Peeling me away from the table would’ve required an act of courage if not for Debbie’s tales of pancakes: sweet rice pancakes—thin folds of dough, gently flavored with ground nuts, brown sugar, and honey—that she likes to get from a cart called Koo’s. As we search for the elusive cart, Debbie pulls over to show off her favorite dishes, navigating the turns in the neighborhood with the confidence of a Formula One driver. We sail across Sixth Street to Normandie Avenue, then head back over to Western Avenue, like Thelma and Louise hunting down sweet treats. We pass strip malls with noodle houses and snack shops, barbecue joints and coffee shops, all crowded with smartly dressed, hungry eaters, because Koreatown’s Saturday night fever is all about the food. Korean food is the “it” cuisine, and with Roy Choi’s Kogi BBQ spawning L.A.’s Korean taco addiction, and David Chang’s Momofuku empire exploding taste buds in New York City, its flavors are finally mainstream—even T.G.I. Friday’s is serving Korean steak tacos.

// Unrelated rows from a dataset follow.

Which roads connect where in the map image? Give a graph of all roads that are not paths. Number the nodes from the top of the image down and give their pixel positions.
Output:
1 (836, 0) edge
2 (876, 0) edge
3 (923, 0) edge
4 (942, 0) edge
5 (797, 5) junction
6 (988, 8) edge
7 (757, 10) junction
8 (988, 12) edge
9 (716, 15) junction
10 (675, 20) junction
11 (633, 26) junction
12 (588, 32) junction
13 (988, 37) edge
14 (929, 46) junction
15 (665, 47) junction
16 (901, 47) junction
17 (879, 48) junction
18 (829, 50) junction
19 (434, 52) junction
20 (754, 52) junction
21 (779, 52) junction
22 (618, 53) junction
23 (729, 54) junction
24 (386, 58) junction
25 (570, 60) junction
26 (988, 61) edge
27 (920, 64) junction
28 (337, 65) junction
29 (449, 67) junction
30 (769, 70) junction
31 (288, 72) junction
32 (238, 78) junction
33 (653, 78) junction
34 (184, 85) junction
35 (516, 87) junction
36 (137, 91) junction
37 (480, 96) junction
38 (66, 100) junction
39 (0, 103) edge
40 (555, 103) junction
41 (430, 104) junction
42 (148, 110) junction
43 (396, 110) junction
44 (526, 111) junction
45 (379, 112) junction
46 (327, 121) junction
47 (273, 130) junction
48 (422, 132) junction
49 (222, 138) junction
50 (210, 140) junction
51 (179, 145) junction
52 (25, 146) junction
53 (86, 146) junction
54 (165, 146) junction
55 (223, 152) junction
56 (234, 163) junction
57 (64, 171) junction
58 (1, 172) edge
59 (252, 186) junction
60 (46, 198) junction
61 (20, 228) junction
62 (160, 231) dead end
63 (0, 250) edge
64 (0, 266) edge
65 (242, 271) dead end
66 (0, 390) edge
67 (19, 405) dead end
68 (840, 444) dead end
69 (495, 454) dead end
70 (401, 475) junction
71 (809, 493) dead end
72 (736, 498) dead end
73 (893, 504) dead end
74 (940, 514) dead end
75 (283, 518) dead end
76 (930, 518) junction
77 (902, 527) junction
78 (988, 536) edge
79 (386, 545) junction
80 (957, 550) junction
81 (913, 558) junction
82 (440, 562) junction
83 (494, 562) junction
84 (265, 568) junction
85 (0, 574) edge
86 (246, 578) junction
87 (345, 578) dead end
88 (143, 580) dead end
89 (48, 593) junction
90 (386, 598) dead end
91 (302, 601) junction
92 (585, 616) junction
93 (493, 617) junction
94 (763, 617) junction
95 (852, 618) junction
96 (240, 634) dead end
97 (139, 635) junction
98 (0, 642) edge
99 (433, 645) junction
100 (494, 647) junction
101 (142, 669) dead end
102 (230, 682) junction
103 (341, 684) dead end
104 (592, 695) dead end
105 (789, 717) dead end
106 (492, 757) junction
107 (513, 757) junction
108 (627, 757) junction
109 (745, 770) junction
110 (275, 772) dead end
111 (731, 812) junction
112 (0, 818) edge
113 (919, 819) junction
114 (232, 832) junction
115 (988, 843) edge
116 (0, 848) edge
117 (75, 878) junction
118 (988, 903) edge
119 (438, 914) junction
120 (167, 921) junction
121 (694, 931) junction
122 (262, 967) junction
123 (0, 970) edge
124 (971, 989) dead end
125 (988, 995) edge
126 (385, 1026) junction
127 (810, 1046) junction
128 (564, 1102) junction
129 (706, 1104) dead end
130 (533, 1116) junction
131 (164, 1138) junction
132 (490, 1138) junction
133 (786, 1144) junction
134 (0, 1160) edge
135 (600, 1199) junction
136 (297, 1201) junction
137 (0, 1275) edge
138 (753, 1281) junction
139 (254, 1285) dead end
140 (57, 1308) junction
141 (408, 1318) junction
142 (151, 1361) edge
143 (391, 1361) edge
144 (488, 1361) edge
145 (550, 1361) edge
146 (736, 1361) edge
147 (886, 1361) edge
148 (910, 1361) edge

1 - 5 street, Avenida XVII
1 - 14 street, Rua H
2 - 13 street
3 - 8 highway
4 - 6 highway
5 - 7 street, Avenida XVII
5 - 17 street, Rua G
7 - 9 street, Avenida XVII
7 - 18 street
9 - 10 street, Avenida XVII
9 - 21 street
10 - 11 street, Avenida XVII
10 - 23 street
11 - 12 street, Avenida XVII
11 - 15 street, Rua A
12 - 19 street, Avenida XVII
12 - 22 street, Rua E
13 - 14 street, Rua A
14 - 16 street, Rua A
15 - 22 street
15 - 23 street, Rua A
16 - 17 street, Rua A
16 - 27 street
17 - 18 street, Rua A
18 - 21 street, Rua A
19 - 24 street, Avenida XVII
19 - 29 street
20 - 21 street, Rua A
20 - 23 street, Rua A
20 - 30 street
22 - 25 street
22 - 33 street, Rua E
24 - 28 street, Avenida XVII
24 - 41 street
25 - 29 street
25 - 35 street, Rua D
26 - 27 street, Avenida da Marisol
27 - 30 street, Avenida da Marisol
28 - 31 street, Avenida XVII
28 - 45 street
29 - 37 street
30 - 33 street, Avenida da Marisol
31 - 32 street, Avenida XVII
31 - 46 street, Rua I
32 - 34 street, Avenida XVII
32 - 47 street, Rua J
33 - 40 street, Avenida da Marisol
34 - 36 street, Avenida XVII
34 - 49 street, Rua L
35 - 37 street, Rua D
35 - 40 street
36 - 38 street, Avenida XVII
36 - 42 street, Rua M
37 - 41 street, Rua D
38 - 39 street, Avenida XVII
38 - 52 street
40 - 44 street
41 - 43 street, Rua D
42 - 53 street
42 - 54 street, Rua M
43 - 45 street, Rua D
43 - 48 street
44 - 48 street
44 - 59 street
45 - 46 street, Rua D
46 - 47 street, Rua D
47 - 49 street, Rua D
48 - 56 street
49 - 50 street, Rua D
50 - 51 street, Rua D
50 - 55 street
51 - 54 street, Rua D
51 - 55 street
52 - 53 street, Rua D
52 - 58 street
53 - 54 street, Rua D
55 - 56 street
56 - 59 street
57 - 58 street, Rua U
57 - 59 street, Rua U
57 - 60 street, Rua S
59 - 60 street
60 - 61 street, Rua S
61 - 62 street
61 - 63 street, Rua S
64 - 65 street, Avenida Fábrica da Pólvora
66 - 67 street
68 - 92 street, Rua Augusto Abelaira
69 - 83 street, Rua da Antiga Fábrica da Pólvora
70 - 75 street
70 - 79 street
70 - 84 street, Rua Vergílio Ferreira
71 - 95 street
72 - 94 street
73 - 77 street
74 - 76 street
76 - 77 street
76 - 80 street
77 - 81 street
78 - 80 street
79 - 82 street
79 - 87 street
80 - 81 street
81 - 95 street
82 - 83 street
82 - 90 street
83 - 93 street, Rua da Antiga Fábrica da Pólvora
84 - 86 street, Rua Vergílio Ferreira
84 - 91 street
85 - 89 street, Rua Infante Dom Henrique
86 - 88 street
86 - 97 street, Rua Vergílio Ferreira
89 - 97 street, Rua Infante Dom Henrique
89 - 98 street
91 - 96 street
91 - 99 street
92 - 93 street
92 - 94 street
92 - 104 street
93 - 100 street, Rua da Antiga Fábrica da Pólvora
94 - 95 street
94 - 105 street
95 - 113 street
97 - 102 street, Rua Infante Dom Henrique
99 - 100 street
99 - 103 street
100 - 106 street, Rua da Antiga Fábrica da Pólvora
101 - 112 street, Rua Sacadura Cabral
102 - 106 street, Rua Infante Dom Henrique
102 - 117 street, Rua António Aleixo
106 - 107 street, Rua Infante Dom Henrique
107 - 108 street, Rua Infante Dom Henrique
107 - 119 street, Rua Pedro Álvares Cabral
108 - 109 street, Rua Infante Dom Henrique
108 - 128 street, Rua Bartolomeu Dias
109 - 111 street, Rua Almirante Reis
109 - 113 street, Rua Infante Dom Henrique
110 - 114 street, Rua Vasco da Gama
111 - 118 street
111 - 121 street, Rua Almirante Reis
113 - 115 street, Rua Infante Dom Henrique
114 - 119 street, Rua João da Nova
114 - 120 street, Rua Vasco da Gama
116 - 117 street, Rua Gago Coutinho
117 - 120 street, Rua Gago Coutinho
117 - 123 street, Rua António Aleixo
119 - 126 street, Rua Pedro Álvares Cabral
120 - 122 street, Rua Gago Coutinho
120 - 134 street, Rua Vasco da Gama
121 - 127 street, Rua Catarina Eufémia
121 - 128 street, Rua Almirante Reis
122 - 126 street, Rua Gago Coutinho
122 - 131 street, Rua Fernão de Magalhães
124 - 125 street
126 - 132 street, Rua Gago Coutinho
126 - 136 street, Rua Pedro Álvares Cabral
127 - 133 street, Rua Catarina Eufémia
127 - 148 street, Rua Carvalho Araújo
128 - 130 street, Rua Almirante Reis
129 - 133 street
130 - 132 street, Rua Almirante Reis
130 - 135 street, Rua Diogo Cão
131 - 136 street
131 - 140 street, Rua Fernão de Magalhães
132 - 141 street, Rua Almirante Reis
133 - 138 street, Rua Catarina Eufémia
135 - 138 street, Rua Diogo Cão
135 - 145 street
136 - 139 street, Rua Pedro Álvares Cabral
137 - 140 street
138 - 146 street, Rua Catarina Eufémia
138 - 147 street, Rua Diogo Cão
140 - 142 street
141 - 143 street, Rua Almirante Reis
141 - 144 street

The L.A. metro area now has the largest Korean American population in the United States, with heavy emigration from South Korea in the 1960s, so it only makes sense that L.A.’s Koreatown is ground zero for the food. “Koreatown is literally Little Seoul,” Debbie says.
“K-town has become the largest Korean community outside of Seoul, and the restaurant community here has tremendous influence on how the cuisine spreads globally. While David and Roy have introduced Korean flavors to non-Koreans, much of what they do is fusion. Here is where you’ll find true Korean dishes.”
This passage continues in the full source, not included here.